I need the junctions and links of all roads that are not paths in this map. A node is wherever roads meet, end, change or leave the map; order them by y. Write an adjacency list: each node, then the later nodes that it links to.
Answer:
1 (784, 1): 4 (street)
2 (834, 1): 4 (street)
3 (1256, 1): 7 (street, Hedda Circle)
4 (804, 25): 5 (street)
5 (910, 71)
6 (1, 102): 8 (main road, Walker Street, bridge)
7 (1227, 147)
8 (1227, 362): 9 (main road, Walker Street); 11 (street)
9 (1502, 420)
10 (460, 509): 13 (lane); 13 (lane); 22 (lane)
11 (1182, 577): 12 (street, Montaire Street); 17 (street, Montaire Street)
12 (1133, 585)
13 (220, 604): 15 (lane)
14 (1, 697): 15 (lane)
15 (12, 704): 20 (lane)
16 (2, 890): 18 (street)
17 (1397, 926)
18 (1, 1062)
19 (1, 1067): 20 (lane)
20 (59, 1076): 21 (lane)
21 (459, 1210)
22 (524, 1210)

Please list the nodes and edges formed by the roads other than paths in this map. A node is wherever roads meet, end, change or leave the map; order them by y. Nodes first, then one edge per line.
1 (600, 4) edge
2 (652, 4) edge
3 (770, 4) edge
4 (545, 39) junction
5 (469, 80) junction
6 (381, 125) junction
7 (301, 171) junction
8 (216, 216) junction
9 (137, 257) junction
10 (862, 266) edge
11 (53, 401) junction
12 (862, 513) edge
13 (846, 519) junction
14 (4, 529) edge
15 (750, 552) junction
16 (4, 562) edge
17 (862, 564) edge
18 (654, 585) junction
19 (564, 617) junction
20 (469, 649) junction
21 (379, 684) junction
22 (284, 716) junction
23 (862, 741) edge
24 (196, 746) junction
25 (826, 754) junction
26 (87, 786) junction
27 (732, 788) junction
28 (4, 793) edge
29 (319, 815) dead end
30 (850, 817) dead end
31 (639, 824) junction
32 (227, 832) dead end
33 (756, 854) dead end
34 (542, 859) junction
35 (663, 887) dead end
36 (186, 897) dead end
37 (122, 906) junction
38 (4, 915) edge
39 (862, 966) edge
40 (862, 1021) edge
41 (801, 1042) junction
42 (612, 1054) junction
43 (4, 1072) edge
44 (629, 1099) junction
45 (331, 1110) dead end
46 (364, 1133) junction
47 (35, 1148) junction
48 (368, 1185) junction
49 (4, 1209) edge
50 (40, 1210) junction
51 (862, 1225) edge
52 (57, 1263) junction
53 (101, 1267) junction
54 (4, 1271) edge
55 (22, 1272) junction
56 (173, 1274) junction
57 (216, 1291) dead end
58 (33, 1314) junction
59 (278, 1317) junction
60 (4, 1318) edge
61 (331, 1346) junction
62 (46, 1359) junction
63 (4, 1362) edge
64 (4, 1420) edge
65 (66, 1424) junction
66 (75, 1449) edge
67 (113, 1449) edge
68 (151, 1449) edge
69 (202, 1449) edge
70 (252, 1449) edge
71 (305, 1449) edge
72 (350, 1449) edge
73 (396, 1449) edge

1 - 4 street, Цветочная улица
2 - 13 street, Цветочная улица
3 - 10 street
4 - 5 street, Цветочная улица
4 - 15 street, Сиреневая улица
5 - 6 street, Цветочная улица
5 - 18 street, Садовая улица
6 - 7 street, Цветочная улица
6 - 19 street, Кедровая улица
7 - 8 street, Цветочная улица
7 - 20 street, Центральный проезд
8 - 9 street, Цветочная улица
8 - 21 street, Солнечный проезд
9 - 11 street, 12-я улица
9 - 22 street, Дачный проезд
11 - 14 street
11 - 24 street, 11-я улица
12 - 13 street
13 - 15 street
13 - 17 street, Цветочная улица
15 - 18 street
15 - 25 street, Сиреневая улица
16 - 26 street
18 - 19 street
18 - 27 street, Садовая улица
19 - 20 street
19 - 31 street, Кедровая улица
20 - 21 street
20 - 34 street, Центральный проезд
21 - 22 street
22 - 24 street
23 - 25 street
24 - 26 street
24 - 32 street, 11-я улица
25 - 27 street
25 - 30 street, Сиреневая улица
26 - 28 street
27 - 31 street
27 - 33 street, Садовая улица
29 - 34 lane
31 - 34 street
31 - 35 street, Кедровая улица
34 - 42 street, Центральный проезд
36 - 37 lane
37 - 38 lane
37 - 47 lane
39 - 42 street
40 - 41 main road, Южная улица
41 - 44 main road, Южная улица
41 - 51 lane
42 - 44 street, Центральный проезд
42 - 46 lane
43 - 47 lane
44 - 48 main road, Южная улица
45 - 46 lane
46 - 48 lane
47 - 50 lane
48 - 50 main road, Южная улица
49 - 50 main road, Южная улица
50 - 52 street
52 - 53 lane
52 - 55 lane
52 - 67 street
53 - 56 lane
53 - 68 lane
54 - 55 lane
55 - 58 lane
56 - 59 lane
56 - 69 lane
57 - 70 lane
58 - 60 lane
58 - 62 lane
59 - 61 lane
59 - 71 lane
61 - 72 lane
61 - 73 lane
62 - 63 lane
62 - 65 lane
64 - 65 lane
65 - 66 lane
# # #
◆ PROBLEM TO SOLVE: Nothing may be omitted; retype every record exactly.

◆ TASK RESULT:
I need the junctions and links of all roads that are not paths in this map. A node is wherever roads meet, end, change or leave the map; order them by y. Write an adjacency list: each node, then the later nodes that it links to.
Answer:
1 (784, 1): 4 (street)
2 (834, 1): 4 (street)
3 (1256, 1): 7 (street, Hedda Circle)
4 (804, 25): 5 (street)
5 (910, 71)
6 (1, 102): 8 (main road, Walker Street, bridge)
7 (1227, 147)
8 (1227, 362): 9 (main road, Walker Street); 11 (street)
9 (1502, 420)
10 (460, 509): 13 (lane); 13 (lane); 22 (lane)
11 (1182, 577): 12 (street, Montaire Street); 17 (street, Montaire Street)
12 (1133, 585)
13 (220, 604): 15 (lane)
14 (1, 697): 15 (lane)
15 (12, 704): 20 (lane)
16 (2, 890): 18 (street)
17 (1397, 926)
18 (1, 1062)
19 (1, 1067): 20 (lane)
20 (59, 1076): 21 (lane)
21 (459, 1210)
22 (524, 1210)

Please list the nodes and edges formed by the roads other than paths in this map. A node is wherever roads meet, end, change or leave the map; order them by y. Nodes first, then one edge per line.
1 (600, 4) edge
2 (652, 4) edge
3 (770, 4) edge
4 (545, 39) junction
5 (469, 80) junction
6 (381, 125) junction
7 (301, 171) junction
8 (216, 216) junction
9 (137, 257) junction
10 (862, 266) edge
11 (53, 401) junction
12 (862, 513) edge
13 (846, 519) junction
14 (4, 529) edge
15 (750, 552) junction
16 (4, 562) edge
17 (862, 564) edge
18 (654, 585) junction
19 (564, 617) junction
20 (469, 649) junction
21 (379, 684) junction
22 (284, 716) junction
23 (862, 741) edge
24 (196, 746) junction
25 (826, 754) junction
26 (87, 786) junction
27 (732, 788) junction
28 (4, 793) edge
29 (319, 815) dead end
30 (850, 817) dead end
31 (639, 824) junction
32 (227, 832) dead end
33 (756, 854) dead end
34 (542, 859) junction
35 (663, 887) dead end
36 (186, 897) dead end
37 (122, 906) junction
38 (4, 915) edge
39 (862, 966) edge
40 (862, 1021) edge
41 (801, 1042) junction
42 (612, 1054) junction
43 (4, 1072) edge
44 (629, 1099) junction
45 (331, 1110) dead end
46 (364, 1133) junction
47 (35, 1148) junction
48 (368, 1185) junction
49 (4, 1209) edge
50 (40, 1210) junction
51 (862, 1225) edge
52 (57, 1263) junction
53 (101, 1267) junction
54 (4, 1271) edge
55 (22, 1272) junction
56 (173, 1274) junction
57 (216, 1291) dead end
58 (33, 1314) junction
59 (278, 1317) junction
60 (4, 1318) edge
61 (331, 1346) junction
62 (46, 1359) junction
63 (4, 1362) edge
64 (4, 1420) edge
65 (66, 1424) junction
66 (75, 1449) edge
67 (113, 1449) edge
68 (151, 1449) edge
69 (202, 1449) edge
70 (252, 1449) edge
71 (305, 1449) edge
72 (350, 1449) edge
73 (396, 1449) edge

1 - 4 street, Цветочная улица
2 - 13 street, Цветочная улица
3 - 10 street
4 - 5 street, Цветочная улица
4 - 15 street, Сиреневая улица
5 - 6 street, Цветочная улица
5 - 18 street, Садовая улица
6 - 7 street, Цветочная улица
6 - 19 street, Кедровая улица
7 - 8 street, Цветочная улица
7 - 20 street, Центральный проезд
8 - 9 street, Цветочная улица
8 - 21 street, Солнечный проезд
9 - 11 street, 12-я улица
9 - 22 street, Дачный проезд
11 - 14 street
11 - 24 street, 11-я улица
12 - 13 street
13 - 15 street
13 - 17 street, Цветочная улица
15 - 18 street
15 - 25 street, Сиреневая улица
16 - 26 street
18 - 19 street
18 - 27 street, Садовая улица
19 - 20 street
19 - 31 street, Кедровая улица
20 - 21 street
20 - 34 street, Центральный проезд
21 - 22 street
22 - 24 street
23 - 25 street
24 - 26 street
24 - 32 street, 11-я улица
25 - 27 street
25 - 30 street, Сиреневая улица
26 - 28 street
27 - 31 street
27 - 33 street, Садовая улица
29 - 34 lane
31 - 34 street
31 - 35 street, Кедровая улица
34 - 42 street, Центральный проезд
36 - 37 lane
37 - 38 lane
37 - 47 lane
39 - 42 street
40 - 41 main road, Южная улица
41 - 44 main road, Южная улица
41 - 51 lane
42 - 44 street, Центральный проезд
42 - 46 lane
43 - 47 lane
44 - 48 main road, Южная улица
45 - 46 lane
46 - 48 lane
47 - 50 lane
48 - 50 main road, Южная улица
49 - 50 main road, Южная улица
50 - 52 street
52 - 53 lane
52 - 55 lane
52 - 67 street
53 - 56 lane
53 - 68 lane
54 - 55 lane
55 - 58 lane
56 - 59 lane
56 - 69 lane
57 - 70 lane
58 - 60 lane
58 - 62 lane
59 - 61 lane
59 - 71 lane
61 - 72 lane
61 - 73 lane
62 - 63 lane
62 - 65 lane
64 - 65 lane
65 - 66 lane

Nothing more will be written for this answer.